I think converting everything to a string is oversimplifying the data. Lists of values (such as Iptc.Application2.Keywords) shouldn't be reduced to a single string, as individual values in the list might contain the ", " string you use as a separator. Some other values, such as Exif.Canon.ModelID have a value that is just a number, but Exiv2::Metadatum provides methods to convert it to an "interpreted string" such as "EOS Rebel SL1 / 100D / Kiss X7".

Simply using a string for everything is nice and simple, and for many applications is probably the best solution. A lower level interface would give more control, but would be a lot harder to use.

Well, I'll add a function when reading metadata that tries to convert the metadata from a string type to some other, more convenient Python type. If the conversion fails, the value is returned as a string.

XMP tags of type LangAlt are now converted to dict. For example:

>>> import pyexiv2
>>> img = pyexiv2.Image(r'./pyexiv2/tests/data/1.jpg')
>>> img.read_xmp()['Xmp.dc.title']
{'lang="x-default"': 'test-中文-', 'lang="de-DE"': 'Hallo, Welt'}

Keys are named like lang="x-default" instead of x-default to highlight their purpose.
This feature will be added to the next release.

I like that. If you set a LangAlt tag from a plain string (instead of a dict), is the "lang="x-default" part added automatically?
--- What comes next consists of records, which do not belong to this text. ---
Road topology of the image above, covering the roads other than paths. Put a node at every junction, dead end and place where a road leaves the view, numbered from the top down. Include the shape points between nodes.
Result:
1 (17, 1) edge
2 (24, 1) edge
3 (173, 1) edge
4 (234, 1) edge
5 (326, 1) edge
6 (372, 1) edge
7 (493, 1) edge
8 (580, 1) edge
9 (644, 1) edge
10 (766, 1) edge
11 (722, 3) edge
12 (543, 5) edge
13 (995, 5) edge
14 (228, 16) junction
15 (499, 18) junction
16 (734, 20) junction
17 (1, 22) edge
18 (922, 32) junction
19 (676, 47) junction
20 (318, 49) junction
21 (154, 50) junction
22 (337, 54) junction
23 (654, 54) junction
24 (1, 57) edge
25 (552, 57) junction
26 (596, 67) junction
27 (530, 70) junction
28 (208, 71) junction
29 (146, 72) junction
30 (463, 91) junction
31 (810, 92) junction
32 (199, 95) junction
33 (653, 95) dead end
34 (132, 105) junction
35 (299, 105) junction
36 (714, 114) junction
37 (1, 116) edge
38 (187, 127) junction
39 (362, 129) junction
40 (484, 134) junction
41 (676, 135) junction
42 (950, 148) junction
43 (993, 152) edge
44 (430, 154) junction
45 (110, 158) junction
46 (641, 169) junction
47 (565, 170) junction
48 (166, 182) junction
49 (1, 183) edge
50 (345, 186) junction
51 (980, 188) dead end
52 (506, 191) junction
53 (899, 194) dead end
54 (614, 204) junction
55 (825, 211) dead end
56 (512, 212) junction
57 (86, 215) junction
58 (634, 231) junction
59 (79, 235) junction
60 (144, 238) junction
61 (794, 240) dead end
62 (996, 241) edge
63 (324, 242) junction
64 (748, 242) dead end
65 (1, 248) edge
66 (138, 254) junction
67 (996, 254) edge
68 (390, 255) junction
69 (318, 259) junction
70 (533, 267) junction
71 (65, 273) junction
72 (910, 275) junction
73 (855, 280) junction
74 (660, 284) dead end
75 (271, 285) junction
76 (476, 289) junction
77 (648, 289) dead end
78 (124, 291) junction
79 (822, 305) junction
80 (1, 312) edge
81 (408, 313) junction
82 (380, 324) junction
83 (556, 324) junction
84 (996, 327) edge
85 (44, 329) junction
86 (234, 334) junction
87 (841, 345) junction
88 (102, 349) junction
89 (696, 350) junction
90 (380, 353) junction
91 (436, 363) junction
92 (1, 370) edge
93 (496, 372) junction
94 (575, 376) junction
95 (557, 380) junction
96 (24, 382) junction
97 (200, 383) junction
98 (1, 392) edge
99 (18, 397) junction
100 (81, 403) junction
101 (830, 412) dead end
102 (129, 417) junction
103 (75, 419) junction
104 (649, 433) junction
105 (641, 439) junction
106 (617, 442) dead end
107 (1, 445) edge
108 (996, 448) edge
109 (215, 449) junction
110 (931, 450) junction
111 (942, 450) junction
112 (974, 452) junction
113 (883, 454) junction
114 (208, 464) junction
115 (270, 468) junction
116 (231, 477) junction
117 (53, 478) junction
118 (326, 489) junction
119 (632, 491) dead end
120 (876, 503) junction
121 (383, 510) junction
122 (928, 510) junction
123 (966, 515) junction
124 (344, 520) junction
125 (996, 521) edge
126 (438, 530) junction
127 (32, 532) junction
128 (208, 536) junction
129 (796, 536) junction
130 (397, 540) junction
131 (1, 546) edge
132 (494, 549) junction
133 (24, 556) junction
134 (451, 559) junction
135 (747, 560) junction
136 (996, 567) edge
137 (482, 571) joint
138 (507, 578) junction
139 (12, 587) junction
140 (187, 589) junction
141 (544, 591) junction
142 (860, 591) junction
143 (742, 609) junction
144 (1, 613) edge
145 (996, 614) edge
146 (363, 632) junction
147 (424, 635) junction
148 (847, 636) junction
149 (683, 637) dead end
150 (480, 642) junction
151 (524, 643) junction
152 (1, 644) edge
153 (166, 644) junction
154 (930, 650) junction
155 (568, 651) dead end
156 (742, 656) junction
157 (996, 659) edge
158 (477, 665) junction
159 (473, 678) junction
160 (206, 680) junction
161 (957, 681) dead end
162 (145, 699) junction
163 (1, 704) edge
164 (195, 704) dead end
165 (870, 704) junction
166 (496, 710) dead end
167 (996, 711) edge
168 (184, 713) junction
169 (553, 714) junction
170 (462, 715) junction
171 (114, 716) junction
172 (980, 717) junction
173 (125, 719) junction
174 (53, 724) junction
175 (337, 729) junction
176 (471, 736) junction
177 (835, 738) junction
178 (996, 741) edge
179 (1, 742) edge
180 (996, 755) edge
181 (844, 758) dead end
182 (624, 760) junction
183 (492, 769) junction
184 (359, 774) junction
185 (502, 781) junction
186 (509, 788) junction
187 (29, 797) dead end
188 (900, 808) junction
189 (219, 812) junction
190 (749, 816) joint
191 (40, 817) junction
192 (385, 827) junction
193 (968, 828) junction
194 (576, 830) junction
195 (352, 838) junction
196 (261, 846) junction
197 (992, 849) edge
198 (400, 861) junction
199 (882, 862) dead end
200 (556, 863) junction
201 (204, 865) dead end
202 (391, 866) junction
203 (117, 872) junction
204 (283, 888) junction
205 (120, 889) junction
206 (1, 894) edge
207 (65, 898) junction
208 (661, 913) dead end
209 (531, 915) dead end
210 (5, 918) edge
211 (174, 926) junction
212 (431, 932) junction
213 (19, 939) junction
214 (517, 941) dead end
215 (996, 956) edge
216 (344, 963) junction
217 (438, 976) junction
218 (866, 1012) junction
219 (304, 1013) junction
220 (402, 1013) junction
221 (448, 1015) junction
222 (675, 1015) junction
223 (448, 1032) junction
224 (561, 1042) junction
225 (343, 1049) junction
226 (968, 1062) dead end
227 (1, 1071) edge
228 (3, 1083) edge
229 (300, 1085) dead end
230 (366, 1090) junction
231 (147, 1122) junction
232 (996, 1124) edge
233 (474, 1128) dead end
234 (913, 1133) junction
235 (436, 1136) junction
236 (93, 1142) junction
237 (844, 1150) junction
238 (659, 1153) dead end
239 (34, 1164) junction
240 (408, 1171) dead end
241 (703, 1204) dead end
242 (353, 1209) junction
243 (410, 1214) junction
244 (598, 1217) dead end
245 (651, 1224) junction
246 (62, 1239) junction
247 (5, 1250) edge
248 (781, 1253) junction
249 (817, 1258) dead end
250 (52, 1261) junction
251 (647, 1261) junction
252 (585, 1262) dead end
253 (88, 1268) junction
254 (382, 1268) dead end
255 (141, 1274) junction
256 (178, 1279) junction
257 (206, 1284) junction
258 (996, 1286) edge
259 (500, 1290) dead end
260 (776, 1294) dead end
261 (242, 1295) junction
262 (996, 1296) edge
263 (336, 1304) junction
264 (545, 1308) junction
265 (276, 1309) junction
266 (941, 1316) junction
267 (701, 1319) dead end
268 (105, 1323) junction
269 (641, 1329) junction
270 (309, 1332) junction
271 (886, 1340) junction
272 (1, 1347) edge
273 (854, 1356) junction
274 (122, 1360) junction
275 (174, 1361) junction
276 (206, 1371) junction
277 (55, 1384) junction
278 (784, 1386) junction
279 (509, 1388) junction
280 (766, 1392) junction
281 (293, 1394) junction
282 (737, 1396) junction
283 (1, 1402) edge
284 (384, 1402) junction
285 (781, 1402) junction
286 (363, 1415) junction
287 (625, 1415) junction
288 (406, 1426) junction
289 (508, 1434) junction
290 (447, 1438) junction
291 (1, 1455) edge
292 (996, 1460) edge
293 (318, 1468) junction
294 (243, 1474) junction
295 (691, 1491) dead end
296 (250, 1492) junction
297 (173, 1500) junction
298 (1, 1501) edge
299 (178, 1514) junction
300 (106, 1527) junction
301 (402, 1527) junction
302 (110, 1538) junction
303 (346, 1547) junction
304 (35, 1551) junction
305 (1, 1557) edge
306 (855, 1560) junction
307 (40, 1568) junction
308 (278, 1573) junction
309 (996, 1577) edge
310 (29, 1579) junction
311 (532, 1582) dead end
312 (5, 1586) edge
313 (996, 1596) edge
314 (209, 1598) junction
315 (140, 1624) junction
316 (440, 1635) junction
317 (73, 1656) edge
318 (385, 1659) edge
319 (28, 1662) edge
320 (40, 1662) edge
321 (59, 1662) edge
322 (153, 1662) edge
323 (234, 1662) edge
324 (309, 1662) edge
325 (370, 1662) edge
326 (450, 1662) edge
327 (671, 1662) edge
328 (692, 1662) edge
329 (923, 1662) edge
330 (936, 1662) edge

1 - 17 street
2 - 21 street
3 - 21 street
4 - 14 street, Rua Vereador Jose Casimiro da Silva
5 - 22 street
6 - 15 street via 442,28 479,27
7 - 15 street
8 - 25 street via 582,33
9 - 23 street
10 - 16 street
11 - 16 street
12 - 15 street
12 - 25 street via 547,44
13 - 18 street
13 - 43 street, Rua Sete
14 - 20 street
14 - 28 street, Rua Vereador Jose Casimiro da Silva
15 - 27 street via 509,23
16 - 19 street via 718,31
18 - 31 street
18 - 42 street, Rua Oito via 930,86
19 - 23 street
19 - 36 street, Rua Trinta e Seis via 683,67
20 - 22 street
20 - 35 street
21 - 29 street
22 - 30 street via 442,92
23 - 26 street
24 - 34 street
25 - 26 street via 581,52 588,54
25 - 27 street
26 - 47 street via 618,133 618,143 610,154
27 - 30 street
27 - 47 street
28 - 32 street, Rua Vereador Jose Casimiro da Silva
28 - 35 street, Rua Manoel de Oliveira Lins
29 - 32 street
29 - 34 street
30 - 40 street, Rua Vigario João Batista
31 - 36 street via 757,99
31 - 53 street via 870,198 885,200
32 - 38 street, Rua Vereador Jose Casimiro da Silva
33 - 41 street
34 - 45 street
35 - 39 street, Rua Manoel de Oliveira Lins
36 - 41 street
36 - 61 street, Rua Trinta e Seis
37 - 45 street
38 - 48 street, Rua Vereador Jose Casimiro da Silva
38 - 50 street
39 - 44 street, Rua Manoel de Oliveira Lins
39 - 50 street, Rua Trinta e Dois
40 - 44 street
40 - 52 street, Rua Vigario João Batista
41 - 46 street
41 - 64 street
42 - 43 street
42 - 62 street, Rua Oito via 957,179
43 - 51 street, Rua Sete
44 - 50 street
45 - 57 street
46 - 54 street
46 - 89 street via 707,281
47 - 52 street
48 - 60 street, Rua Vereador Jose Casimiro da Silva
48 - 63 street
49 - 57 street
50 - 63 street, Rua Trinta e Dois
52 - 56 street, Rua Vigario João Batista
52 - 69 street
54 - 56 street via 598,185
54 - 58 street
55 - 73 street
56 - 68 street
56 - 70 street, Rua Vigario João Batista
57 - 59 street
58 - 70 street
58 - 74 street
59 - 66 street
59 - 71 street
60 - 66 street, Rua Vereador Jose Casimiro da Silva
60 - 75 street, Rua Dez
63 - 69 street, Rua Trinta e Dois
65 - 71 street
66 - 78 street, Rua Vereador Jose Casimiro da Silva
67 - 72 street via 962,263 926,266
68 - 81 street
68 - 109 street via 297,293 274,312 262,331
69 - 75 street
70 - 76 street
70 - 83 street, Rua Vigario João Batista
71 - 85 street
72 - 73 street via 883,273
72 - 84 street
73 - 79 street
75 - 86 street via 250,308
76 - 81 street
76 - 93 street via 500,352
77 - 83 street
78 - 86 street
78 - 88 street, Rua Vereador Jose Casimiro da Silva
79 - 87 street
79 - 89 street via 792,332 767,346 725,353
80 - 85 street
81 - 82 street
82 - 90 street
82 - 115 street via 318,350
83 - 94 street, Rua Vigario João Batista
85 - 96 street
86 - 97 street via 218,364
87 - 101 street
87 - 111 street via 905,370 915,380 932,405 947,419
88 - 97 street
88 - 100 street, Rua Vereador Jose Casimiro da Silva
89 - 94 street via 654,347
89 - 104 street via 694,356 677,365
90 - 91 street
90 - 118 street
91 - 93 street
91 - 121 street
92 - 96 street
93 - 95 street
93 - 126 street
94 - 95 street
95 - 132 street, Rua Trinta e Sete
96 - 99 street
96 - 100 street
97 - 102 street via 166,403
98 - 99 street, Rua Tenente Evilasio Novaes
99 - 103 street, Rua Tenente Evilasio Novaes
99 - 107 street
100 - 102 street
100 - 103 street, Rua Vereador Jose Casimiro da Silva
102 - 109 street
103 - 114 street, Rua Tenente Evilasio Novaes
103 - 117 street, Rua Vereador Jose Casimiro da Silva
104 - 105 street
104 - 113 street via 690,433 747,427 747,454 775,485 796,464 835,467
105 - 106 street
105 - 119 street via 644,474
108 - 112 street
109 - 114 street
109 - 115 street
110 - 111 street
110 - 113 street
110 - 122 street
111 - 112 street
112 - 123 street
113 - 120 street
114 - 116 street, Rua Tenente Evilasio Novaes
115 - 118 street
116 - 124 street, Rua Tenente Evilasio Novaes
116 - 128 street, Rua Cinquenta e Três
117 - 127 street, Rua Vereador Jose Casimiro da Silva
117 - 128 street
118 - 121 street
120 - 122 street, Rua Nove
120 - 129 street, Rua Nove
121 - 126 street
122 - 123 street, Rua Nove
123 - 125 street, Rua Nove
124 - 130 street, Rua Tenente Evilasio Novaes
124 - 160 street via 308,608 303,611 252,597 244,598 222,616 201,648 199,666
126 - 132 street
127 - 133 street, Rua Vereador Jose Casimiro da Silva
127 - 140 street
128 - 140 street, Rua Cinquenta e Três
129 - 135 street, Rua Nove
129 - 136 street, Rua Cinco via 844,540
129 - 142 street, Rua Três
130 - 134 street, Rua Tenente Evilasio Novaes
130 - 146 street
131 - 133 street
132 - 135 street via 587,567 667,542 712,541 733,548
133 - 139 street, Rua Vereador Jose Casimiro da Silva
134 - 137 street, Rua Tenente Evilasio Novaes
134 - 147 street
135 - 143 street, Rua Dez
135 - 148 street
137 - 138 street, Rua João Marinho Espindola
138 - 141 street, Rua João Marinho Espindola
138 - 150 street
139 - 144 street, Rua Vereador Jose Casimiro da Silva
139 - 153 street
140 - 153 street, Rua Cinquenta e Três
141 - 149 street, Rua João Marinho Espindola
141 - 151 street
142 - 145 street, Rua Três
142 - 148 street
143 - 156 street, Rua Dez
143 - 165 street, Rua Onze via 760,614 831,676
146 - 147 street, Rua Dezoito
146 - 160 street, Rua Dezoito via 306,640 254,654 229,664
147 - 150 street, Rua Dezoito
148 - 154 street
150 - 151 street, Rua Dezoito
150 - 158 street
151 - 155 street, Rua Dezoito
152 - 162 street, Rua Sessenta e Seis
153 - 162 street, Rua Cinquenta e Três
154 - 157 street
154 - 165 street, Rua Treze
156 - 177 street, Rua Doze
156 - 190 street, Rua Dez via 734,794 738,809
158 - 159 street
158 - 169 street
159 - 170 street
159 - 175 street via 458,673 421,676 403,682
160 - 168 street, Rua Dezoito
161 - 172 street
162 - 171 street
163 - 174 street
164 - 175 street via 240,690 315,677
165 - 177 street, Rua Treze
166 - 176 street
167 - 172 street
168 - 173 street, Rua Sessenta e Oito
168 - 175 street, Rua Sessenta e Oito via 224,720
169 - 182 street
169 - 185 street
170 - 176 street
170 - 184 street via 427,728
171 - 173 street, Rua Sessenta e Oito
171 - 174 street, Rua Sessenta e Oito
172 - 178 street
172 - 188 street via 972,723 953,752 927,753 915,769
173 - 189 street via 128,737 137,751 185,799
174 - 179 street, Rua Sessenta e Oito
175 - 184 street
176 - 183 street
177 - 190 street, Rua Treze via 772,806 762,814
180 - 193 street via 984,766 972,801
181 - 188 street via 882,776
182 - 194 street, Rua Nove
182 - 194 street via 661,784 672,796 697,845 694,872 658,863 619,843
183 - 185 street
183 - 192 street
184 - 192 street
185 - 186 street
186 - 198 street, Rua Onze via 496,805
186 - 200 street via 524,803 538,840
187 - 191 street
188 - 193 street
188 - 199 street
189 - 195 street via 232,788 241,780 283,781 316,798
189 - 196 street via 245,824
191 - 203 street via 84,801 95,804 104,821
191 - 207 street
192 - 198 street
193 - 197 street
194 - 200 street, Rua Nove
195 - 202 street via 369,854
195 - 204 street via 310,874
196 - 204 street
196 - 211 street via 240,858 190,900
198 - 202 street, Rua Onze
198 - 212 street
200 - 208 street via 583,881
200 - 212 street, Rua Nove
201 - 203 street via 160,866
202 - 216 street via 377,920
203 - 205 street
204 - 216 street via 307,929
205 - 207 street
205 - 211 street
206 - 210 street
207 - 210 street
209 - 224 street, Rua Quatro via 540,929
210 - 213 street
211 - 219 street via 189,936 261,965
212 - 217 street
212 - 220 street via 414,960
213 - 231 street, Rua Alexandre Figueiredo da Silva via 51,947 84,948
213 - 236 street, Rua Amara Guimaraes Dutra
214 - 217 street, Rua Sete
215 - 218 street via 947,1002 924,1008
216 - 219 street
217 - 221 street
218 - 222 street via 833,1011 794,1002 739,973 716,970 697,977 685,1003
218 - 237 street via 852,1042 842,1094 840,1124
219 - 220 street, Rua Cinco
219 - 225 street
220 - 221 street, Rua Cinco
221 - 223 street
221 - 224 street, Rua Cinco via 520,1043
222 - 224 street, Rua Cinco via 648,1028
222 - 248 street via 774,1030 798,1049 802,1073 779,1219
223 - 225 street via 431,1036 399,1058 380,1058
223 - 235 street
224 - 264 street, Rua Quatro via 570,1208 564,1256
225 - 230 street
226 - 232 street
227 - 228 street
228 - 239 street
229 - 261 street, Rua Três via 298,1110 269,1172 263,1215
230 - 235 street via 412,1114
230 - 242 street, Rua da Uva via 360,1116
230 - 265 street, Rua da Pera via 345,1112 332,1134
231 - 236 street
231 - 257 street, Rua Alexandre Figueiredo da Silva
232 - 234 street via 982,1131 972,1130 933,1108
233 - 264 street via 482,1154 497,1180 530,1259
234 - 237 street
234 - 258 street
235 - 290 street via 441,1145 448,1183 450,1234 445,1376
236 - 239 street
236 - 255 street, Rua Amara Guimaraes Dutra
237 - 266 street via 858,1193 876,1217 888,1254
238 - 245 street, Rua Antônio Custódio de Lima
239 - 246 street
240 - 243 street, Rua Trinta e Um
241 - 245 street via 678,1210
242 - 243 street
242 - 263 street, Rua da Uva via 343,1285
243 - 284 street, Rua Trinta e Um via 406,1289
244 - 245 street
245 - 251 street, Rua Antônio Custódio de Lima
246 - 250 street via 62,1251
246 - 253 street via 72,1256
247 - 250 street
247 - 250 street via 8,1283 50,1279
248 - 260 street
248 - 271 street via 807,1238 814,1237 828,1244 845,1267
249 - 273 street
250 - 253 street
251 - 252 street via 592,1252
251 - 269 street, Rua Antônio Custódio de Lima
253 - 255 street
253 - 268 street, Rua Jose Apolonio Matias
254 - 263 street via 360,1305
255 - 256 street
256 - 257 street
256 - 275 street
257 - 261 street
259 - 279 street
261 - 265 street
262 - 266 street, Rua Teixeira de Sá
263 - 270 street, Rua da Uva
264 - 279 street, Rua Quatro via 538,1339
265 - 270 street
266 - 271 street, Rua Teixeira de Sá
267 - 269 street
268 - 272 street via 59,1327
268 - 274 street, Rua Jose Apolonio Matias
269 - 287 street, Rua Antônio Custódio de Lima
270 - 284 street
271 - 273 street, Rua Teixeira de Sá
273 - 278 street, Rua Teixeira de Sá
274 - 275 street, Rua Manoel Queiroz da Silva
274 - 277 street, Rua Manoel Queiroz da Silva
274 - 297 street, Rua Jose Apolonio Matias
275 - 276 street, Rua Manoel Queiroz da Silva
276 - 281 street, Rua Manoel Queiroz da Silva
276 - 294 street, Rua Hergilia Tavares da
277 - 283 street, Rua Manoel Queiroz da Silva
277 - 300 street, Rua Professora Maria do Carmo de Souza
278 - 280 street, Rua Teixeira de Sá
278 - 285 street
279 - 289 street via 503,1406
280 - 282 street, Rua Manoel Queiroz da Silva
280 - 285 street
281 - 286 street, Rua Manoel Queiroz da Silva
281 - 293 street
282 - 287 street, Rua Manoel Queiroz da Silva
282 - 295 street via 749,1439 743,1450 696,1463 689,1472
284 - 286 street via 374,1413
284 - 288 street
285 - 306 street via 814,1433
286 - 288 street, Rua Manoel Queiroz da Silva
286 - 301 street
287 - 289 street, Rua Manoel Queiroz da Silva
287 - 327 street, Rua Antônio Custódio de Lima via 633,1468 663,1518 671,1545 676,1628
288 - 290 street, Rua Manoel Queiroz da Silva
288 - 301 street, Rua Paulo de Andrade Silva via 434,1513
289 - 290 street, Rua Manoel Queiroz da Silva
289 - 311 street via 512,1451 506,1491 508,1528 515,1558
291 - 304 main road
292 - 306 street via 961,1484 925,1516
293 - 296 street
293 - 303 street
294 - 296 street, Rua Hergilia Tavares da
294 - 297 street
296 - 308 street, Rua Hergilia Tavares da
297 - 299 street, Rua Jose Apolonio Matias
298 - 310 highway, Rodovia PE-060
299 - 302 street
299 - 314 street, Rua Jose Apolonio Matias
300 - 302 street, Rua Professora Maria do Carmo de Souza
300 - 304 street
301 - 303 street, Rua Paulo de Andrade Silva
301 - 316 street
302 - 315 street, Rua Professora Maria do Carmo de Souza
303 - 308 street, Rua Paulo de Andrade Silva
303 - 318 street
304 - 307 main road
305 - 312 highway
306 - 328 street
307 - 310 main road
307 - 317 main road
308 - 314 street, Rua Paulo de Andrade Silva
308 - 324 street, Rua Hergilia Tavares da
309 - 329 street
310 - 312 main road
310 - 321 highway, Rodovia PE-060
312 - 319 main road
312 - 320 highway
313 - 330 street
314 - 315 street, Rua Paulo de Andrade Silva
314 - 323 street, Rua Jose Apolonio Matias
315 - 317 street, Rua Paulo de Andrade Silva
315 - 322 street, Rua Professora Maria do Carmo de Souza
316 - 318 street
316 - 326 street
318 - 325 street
pyexiv2 does not set a default language, but exiv2 seems to do so:

>>> img.modify_xmp({'Xmp.dc.title': ''})
>>> img.read_xmp()['Xmp.dc.title']
{'lang="x-default"': ''}
>>> img.modify_xmp({'Xmp.dc.title': 'Hello'})
>>> img.read_xmp()['Xmp.dc.title']
{'lang="x-default"': 'Hello'}

I have released v2.7.0 to GitHub and pypi.org .